Work required: Search the records for lines with the word "name" and copy each match.

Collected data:
*** Begin section ***

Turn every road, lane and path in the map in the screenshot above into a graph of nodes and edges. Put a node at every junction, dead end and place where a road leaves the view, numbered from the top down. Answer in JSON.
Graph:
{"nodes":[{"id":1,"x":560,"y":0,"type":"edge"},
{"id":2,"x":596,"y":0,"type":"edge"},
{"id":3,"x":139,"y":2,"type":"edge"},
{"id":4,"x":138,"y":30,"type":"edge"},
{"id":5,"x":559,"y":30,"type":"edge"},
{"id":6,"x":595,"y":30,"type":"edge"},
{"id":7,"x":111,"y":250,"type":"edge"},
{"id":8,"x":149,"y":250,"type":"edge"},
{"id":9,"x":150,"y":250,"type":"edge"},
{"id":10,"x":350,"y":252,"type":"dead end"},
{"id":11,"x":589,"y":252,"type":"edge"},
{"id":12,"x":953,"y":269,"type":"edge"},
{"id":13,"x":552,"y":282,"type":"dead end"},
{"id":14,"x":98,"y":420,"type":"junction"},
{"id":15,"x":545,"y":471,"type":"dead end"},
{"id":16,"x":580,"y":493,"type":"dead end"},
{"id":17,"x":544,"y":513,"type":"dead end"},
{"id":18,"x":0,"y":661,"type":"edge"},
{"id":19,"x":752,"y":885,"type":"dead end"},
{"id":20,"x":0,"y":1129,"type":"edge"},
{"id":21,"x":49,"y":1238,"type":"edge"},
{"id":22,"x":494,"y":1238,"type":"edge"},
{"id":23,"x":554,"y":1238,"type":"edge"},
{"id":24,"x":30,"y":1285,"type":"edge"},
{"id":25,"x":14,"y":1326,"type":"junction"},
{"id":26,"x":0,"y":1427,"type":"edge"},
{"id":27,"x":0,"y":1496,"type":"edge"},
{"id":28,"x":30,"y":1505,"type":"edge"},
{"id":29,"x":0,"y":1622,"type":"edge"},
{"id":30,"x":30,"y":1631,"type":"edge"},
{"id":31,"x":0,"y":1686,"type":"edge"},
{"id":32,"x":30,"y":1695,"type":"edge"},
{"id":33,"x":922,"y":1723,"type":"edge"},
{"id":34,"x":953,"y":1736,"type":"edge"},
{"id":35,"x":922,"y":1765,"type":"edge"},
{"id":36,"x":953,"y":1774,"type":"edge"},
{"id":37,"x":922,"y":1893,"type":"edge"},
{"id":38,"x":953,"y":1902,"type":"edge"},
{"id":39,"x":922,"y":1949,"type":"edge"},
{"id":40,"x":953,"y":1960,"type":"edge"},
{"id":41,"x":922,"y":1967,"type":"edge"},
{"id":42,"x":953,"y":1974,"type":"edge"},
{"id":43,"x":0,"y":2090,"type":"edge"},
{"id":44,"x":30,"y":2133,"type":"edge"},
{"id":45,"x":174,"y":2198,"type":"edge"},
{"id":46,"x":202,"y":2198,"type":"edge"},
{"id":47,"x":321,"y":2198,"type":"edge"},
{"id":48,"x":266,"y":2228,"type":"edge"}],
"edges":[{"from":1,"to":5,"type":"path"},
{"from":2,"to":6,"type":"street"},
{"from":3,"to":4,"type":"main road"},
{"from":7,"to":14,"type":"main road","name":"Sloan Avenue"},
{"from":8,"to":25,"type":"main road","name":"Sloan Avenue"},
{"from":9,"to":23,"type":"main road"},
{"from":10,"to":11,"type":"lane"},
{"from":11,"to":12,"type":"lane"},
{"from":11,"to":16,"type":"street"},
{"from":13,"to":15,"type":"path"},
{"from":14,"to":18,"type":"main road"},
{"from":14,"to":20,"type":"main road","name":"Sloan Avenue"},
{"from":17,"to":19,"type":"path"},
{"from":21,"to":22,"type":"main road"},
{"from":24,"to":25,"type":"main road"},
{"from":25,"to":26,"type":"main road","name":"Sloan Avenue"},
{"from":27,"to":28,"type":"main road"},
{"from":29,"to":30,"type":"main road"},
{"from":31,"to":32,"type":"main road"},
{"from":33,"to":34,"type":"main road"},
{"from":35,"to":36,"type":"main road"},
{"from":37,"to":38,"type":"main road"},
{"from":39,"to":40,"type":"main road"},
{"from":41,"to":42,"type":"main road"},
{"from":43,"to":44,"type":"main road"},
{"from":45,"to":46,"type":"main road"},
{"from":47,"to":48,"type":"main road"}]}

*** End section ***

Answer box:
{"from":7,"to":14,"type":"main road","name":"Sloan Avenue"},
{"from":8,"to":25,"type":"main road","name":"Sloan Avenue"},
{"from":14,"to":20,"type":"main road","name":"Sloan Avenue"},
{"from":25,"to":26,"type":"main road","name":"Sloan Avenue"},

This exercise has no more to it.